For each line of the listing that includes the word "nodes", show the whole line.
----
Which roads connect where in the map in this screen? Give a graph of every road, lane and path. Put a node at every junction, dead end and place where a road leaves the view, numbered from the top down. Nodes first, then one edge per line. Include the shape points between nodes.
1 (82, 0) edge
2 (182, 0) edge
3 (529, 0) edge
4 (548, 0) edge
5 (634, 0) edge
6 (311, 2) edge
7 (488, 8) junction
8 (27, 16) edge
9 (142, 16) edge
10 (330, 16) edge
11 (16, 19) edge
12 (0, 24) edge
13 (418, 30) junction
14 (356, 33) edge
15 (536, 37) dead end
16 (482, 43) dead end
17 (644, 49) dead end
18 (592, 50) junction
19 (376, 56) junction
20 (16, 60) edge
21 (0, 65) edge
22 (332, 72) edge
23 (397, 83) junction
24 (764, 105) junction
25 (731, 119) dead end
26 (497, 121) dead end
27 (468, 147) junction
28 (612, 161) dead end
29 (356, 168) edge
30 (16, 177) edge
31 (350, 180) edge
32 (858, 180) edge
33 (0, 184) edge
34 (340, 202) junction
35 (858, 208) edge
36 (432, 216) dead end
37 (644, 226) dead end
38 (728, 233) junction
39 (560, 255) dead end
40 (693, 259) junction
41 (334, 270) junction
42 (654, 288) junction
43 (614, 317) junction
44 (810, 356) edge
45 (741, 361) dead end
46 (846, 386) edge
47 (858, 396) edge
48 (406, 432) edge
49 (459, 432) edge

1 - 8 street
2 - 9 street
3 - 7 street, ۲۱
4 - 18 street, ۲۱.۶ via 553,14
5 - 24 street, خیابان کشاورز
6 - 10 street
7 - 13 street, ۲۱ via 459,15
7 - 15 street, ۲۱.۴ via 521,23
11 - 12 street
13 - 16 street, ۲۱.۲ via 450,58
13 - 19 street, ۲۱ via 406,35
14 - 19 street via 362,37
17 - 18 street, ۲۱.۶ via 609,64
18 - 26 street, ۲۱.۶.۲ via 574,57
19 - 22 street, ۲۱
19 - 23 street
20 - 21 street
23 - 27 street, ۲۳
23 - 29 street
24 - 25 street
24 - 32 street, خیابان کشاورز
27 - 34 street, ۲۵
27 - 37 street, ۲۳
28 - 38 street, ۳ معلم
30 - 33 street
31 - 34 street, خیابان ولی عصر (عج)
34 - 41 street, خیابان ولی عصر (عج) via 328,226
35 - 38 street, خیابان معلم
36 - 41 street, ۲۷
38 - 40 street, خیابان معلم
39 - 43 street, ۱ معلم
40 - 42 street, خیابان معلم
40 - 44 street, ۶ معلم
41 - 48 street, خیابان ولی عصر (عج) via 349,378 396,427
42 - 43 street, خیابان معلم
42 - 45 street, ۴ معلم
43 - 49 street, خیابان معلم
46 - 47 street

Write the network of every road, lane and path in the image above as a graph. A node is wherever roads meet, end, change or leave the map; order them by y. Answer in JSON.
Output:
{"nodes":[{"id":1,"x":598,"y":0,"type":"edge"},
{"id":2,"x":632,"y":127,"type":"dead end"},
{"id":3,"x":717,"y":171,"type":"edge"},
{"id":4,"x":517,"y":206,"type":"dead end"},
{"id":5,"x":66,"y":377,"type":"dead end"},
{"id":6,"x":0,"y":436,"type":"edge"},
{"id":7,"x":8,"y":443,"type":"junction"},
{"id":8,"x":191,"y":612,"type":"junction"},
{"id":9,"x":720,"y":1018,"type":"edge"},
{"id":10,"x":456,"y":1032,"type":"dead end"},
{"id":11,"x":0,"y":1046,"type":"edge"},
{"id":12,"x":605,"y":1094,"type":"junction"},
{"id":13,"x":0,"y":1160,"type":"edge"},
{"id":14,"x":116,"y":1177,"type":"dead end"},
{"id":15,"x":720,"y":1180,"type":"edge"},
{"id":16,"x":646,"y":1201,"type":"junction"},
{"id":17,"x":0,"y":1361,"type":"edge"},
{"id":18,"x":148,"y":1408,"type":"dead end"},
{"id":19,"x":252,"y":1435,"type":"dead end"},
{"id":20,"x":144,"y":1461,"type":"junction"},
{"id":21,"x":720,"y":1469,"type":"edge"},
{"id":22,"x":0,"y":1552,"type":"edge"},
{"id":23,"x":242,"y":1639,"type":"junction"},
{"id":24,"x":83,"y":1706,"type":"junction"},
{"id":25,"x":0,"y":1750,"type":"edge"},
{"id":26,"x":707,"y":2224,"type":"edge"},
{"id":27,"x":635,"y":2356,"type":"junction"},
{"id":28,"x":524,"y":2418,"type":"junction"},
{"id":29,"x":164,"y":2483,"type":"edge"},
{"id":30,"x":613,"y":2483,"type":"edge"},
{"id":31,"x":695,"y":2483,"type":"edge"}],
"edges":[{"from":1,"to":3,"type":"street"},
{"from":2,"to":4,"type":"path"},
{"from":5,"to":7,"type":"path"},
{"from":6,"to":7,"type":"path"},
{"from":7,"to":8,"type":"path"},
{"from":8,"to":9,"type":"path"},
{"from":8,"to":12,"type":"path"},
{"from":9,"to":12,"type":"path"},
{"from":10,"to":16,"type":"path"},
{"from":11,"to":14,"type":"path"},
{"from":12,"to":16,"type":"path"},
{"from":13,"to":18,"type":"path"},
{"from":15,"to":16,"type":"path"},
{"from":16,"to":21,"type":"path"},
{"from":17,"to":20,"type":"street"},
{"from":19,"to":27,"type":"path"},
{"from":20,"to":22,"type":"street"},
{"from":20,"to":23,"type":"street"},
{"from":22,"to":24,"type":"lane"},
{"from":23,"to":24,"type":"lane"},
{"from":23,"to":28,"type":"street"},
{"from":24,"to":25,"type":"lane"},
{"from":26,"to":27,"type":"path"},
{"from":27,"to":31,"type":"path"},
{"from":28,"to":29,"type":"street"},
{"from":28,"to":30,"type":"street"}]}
----
**YOUR RESPONSE**
Which roads connect where in the map in this screen? Give a graph of every road, lane and path. Put a node at every junction, dead end and place where a road leaves the view, numbered from the top down. Nodes first, then one edge per line. Include the shape points between nodes.
{"nodes":[{"id":1,"x":598,"y":0,"type":"edge"},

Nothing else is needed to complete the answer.